§ **Records shown**:

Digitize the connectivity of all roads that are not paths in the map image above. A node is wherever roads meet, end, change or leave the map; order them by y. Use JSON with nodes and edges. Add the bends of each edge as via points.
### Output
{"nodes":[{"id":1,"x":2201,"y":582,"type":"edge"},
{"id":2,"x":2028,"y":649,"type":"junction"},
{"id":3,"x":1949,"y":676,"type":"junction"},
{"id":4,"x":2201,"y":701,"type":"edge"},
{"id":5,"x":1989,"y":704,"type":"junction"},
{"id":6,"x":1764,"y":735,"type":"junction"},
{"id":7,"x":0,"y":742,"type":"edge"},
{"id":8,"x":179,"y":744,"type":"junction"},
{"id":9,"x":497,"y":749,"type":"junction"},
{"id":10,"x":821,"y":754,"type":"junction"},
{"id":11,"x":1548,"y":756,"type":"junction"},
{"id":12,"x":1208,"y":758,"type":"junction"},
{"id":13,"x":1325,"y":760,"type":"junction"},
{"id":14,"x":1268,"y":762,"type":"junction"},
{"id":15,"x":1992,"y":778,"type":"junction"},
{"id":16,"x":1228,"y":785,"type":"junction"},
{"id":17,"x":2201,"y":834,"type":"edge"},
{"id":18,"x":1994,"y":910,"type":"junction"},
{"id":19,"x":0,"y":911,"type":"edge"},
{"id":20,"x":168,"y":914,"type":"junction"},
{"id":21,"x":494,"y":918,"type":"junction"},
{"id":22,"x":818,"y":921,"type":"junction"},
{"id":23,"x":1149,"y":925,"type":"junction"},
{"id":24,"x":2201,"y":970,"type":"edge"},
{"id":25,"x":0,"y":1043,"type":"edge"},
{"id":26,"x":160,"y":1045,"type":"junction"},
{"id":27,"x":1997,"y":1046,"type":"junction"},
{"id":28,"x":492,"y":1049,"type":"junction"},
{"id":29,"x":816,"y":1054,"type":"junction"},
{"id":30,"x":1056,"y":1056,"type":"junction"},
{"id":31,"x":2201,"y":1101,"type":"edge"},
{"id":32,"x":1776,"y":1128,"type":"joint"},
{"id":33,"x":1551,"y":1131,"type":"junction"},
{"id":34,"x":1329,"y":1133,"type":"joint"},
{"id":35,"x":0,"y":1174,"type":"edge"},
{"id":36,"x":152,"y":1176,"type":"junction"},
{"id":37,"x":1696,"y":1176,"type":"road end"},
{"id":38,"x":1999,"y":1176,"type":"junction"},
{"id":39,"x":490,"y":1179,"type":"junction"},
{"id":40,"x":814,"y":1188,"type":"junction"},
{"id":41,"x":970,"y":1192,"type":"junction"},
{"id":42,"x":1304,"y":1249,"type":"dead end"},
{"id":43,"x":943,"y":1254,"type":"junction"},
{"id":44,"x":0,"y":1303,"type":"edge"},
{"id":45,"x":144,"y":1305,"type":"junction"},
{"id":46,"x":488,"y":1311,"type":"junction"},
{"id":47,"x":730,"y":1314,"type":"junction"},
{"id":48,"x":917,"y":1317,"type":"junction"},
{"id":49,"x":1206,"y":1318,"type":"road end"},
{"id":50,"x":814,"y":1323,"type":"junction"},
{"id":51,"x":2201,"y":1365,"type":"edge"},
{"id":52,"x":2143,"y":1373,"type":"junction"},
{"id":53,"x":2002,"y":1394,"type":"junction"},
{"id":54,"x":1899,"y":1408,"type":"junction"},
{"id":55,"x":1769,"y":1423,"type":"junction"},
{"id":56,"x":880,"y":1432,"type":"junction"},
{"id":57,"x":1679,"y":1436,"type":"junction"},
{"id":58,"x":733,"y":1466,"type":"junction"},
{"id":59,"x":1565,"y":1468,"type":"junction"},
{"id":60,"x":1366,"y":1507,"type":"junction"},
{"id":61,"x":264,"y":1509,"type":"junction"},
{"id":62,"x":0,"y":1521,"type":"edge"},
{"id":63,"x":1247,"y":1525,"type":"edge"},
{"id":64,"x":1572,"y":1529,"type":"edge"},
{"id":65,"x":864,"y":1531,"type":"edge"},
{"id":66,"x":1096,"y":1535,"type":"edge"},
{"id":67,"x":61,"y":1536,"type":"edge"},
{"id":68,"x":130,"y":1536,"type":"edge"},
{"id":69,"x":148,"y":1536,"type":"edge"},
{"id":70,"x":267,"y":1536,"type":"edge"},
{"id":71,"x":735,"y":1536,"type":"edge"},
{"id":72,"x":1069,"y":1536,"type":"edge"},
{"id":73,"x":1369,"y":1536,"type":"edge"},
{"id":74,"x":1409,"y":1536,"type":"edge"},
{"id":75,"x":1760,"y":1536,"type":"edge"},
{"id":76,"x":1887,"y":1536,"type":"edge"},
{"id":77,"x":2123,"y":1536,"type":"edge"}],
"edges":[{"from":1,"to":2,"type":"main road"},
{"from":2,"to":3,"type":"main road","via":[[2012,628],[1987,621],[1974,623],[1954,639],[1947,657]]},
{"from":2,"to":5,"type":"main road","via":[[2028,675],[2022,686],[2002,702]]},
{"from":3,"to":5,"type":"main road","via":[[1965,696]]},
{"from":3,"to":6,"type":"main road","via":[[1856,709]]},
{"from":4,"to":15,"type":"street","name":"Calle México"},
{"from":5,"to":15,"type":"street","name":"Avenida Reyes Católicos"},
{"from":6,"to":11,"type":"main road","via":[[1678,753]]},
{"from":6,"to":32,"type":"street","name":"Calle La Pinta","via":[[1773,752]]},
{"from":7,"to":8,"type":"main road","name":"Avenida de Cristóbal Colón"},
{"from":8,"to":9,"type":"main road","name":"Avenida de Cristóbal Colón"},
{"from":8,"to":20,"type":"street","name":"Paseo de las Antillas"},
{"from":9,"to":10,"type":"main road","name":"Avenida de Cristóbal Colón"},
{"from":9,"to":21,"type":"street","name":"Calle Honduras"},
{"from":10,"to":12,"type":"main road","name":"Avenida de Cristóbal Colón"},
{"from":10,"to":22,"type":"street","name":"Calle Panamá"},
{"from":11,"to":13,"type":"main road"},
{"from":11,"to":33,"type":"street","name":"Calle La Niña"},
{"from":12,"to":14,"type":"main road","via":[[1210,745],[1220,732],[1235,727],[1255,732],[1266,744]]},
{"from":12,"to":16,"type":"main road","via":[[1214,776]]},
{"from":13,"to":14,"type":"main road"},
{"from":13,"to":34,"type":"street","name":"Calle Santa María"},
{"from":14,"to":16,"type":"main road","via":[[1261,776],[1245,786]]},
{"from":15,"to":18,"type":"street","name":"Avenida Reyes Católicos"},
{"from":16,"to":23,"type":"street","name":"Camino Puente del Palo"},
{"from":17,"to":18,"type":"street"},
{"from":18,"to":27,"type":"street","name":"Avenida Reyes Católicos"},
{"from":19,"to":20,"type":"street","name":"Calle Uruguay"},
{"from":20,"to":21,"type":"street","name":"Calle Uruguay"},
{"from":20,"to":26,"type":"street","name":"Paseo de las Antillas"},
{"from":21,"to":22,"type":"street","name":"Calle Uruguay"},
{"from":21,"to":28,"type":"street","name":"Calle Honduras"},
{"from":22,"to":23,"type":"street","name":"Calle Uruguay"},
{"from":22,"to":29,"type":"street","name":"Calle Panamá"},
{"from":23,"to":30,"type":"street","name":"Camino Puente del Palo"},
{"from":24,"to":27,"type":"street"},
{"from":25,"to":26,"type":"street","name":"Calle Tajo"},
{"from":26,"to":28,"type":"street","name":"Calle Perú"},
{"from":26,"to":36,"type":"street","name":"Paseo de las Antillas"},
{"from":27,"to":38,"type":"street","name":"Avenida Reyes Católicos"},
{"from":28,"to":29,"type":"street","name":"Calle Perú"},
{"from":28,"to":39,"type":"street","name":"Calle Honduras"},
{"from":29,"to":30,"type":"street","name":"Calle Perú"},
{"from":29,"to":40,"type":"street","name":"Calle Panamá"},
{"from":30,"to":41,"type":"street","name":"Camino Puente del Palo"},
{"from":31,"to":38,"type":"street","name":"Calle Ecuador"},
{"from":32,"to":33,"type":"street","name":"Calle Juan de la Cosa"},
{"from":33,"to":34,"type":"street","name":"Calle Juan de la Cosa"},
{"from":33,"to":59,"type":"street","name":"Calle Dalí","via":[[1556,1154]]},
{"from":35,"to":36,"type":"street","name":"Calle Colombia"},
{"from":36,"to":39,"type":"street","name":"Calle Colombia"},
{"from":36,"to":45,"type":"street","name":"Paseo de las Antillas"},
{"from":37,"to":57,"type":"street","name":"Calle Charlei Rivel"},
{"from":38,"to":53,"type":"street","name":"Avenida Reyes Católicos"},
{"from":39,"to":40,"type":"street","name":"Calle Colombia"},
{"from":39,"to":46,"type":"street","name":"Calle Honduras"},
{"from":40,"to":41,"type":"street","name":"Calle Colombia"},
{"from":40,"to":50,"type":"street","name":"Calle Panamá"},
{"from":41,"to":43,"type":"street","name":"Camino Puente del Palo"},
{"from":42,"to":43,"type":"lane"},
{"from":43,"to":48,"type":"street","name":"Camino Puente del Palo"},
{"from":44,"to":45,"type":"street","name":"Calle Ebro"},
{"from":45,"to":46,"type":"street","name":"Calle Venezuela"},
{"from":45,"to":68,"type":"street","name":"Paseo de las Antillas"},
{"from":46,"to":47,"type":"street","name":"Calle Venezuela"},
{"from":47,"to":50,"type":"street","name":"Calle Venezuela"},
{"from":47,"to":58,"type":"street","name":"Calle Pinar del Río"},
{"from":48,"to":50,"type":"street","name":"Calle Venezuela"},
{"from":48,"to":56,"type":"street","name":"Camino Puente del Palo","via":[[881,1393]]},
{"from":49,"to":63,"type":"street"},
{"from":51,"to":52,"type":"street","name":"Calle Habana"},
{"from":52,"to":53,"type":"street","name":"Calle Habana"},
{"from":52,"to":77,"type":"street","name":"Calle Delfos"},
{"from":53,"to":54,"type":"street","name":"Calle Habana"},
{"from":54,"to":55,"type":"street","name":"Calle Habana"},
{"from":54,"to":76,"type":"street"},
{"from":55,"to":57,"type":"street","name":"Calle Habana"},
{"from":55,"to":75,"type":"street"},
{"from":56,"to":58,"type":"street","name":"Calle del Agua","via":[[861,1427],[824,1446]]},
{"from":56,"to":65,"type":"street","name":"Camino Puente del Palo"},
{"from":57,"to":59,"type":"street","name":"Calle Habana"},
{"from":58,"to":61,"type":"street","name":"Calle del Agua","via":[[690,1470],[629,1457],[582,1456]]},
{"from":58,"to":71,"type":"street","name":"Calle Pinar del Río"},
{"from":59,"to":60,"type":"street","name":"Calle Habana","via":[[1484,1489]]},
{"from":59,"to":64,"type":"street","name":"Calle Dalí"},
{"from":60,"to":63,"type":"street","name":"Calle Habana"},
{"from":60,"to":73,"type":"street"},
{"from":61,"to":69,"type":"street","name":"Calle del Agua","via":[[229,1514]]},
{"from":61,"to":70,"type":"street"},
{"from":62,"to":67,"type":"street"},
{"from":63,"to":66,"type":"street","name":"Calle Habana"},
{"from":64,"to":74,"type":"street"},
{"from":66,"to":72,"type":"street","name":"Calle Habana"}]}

§ **Exercise directions**: Show each line of the records above containing "Venezuela".

§ **Expected output**:
{"from":45,"to":46,"type":"street","name":"Calle Venezuela"},
{"from":46,"to":47,"type":"street","name":"Calle Venezuela"},
{"from":47,"to":50,"type":"street","name":"Calle Venezuela"},
{"from":48,"to":50,"type":"street","name":"Calle Venezuela"},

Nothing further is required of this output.